Docket No. 09-1773-cv.United States Court of Appeals, Second Circuit.
March 23, 2010.

[EDITOR’S NOTE: This case is unpublished as indicated by the issuing court.]

Appeal from a judgment of the United States District Court for the Southern District of New York (Griesa, J.).


Susan K. Alexander (Sanford Svetcov, Samuel H. Rudman, Evan J. Kaufman, on the brief); Coughlin Stoia Geller Rudman Robbins LLP; San Francisco, CA, for Appellant.

May Orenstein, (Sigmund S. Wissner-Gross, on the brief); Brown Rudnick LLP; New York, NY, for Appellee.

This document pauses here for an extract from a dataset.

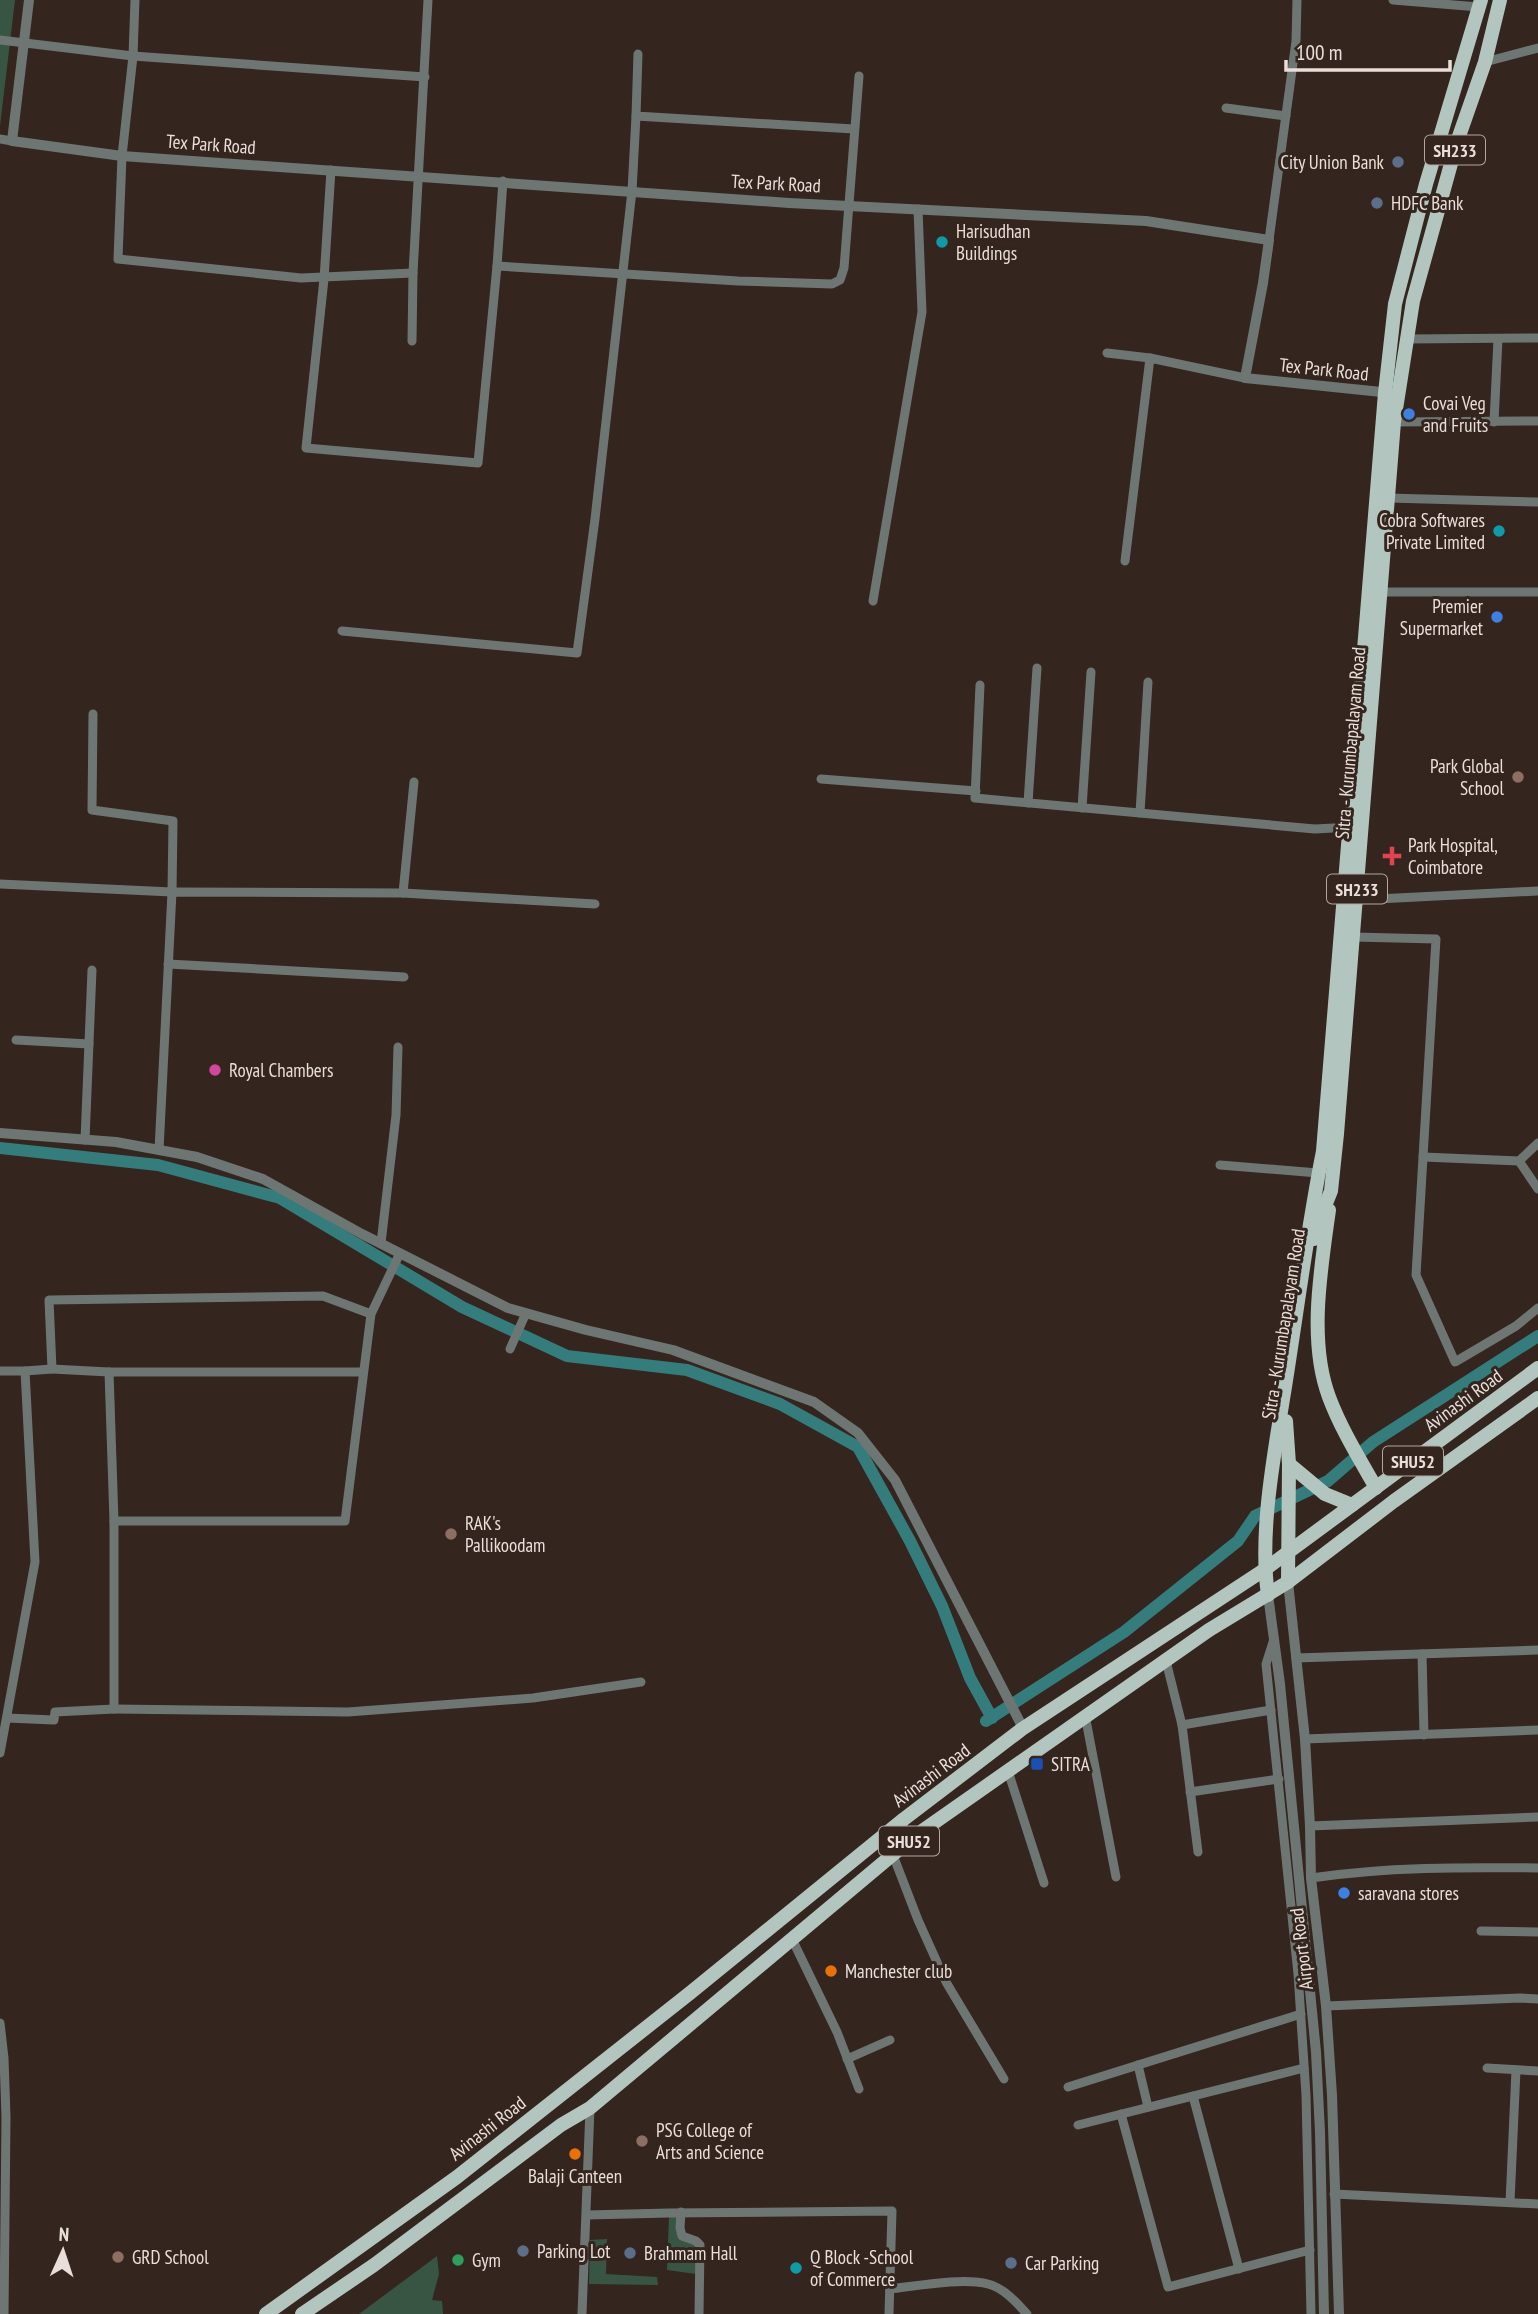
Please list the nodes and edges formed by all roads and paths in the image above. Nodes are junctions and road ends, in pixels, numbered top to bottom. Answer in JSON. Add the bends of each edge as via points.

Present: PETER W. HALL, DEBRA ANN LIVINGSTON, Circuit Judges, and DENNY CHIN, District Judge.[1]

[1] The Honorable Denny Chin, United States District Judge for the Southern District of New York, sitting by designation.

Plaintiffs-Appellants appeal from the district court’s opinion and order dismissing their complaint under Fed.R.Civ.P.12(b)(6) for failure to state a claim. We assume the parties `familiarity with the facts, procedural history, and specification of issues on appeal.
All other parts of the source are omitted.